(DIRECTIONS FOR THIS TASK):
Return exactly those lines of the material below that fall between the line holding "thumb ip: (375, 375)" and the line holding "ring pip: (603, 201)", inclusive.

RECORDS SHOWN below:

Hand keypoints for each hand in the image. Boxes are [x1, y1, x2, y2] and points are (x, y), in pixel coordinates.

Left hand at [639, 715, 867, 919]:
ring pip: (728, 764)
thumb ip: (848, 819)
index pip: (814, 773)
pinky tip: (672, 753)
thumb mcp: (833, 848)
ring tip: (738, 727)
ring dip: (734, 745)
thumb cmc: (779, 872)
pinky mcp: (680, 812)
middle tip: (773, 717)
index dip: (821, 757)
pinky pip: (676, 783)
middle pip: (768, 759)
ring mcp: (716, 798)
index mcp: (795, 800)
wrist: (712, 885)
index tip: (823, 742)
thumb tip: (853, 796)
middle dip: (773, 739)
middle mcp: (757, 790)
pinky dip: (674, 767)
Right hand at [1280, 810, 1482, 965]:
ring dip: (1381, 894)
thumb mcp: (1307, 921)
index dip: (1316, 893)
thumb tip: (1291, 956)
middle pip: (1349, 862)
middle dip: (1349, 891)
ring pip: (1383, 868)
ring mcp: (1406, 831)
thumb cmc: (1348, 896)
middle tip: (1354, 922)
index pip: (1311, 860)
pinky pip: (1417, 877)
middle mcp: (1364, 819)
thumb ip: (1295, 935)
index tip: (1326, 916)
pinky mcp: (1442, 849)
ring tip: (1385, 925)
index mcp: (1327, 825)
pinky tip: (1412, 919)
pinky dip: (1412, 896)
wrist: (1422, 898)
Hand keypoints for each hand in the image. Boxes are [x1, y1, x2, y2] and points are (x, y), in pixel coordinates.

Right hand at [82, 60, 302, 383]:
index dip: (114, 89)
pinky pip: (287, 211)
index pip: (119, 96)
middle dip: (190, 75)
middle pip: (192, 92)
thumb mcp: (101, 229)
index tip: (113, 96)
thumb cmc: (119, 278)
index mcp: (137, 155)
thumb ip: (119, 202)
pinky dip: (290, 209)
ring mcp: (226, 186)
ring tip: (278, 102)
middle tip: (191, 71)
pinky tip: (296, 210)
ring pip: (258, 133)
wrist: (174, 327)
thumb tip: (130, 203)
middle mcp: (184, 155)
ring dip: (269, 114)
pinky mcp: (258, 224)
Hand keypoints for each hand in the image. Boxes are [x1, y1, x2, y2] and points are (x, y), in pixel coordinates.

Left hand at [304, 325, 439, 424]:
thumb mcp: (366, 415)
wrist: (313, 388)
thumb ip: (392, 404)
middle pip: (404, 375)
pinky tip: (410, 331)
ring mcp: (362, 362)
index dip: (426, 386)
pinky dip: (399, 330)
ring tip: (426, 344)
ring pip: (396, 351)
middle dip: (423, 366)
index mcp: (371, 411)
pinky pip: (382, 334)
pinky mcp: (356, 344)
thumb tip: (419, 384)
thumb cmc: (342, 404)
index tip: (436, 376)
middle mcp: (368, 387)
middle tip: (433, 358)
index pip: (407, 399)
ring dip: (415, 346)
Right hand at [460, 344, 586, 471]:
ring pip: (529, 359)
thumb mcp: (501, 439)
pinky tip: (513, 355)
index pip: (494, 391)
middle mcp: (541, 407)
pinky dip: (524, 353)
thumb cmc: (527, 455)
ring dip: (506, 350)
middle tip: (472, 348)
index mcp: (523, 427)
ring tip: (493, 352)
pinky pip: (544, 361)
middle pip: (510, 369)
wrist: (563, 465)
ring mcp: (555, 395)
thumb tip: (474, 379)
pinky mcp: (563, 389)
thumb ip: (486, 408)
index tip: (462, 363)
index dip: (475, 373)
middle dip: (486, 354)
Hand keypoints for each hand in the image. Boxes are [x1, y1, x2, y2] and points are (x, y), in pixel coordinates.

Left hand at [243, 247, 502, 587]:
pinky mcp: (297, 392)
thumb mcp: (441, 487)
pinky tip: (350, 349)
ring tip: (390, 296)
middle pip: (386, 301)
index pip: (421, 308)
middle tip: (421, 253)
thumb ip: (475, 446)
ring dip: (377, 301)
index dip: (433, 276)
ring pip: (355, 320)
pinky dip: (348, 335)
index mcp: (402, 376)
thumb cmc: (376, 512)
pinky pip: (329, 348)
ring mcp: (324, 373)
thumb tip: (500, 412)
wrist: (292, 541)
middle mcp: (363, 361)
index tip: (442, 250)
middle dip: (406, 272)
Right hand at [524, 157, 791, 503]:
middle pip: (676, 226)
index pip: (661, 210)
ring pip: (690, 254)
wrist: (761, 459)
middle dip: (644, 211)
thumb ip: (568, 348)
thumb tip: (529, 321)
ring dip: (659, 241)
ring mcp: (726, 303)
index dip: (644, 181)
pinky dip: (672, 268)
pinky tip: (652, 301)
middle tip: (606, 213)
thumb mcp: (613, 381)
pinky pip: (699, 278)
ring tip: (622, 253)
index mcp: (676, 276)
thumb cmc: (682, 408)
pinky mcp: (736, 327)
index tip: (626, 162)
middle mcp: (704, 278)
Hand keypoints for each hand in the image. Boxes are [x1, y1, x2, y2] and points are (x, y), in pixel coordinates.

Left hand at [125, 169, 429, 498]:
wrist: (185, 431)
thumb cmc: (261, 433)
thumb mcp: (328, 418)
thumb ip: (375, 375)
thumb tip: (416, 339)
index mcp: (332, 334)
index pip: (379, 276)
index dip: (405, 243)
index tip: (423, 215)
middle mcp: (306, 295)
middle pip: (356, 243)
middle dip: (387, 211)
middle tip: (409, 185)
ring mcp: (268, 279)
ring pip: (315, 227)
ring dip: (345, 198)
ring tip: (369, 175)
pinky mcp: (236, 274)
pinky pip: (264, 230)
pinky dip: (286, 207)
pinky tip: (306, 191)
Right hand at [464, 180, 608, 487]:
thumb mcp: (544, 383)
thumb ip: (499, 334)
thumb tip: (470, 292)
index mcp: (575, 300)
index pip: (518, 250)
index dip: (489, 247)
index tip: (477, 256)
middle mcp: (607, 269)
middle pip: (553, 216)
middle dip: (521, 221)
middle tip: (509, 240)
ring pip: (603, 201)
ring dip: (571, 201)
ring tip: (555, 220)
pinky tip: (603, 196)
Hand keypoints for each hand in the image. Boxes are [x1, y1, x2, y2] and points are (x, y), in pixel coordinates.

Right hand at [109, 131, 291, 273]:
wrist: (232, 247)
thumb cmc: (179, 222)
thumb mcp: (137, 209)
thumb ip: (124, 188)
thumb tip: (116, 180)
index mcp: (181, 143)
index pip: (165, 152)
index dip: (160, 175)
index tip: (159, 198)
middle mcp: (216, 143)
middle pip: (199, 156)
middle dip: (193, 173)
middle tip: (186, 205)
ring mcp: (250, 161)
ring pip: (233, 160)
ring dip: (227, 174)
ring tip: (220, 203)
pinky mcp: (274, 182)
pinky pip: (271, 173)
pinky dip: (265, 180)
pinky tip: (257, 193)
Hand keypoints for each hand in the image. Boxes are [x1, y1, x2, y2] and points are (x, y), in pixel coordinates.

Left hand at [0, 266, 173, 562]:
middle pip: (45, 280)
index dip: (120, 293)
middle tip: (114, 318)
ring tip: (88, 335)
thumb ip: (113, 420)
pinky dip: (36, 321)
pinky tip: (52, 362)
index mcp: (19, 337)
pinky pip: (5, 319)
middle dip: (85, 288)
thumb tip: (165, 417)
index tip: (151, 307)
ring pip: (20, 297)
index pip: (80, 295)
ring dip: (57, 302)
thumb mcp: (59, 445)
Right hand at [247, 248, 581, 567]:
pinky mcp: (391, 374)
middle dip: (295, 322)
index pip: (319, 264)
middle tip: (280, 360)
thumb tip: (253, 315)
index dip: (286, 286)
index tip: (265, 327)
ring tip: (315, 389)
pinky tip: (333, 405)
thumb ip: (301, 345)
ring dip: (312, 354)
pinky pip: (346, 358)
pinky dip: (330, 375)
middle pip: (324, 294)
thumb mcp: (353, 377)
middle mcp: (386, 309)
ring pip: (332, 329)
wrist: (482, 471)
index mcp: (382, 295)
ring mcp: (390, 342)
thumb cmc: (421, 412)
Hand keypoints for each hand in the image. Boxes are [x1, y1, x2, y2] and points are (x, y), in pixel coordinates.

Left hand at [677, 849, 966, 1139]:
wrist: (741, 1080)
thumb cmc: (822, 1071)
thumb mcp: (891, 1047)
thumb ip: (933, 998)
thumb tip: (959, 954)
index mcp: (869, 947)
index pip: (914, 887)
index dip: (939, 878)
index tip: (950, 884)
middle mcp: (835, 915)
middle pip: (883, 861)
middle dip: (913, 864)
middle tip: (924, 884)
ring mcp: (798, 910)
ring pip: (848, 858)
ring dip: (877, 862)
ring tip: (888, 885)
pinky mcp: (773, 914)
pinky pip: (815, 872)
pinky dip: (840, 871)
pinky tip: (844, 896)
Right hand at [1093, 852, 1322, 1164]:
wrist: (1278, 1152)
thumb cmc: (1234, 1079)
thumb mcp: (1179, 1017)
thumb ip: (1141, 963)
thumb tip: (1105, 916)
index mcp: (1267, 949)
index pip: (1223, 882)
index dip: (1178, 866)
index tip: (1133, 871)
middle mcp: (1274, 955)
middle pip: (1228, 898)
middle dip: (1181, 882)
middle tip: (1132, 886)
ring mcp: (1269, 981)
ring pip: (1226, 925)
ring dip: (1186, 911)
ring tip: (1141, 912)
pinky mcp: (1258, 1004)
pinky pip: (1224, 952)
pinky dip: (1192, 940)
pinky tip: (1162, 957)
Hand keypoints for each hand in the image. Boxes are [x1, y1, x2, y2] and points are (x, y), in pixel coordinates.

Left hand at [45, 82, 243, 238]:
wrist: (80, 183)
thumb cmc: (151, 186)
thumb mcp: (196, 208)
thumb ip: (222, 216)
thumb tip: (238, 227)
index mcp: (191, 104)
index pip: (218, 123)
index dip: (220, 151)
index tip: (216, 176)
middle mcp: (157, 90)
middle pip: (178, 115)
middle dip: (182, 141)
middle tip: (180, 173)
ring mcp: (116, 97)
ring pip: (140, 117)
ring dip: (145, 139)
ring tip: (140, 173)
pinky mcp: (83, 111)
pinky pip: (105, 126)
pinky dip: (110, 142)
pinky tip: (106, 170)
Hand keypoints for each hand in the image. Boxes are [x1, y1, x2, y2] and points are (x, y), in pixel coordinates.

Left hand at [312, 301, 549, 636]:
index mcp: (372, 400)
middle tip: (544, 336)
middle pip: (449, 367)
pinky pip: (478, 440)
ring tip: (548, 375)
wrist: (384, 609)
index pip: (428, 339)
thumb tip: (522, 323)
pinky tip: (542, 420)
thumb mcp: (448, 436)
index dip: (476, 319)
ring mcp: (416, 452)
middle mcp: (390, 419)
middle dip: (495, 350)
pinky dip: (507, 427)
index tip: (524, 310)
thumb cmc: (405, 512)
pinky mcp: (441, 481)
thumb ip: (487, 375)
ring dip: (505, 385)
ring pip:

End of RECORDS SHOWN.

(EXERCISE RESPONSE):
thumb ip: (375, 375)
thumb tip: (416, 339)
index mcp: (332, 334)
index pip: (379, 276)
index dip: (405, 243)
index tip: (423, 215)
middle mcp: (306, 295)
middle pip: (356, 243)
middle dip: (387, 211)
middle tip: (409, 185)
ring mcp: (268, 279)
ring pip: (315, 227)
ring dip: (345, 198)
ring tip: (369, 175)
pinky mcp: (236, 274)
pinky pip: (264, 230)
pinky dip: (286, 207)
pinky tip: (306, 191)
Right hand at [464, 180, 608, 487]:
thumb mcp: (544, 383)
thumb ip: (499, 334)
thumb tip: (470, 292)
index mcp: (575, 300)
index pip: (518, 250)
index dip: (489, 247)
index tip: (477, 256)
middle mcp: (607, 269)
middle pip: (553, 216)
middle dip: (521, 221)
middle tip: (509, 240)
ring pip: (603, 201)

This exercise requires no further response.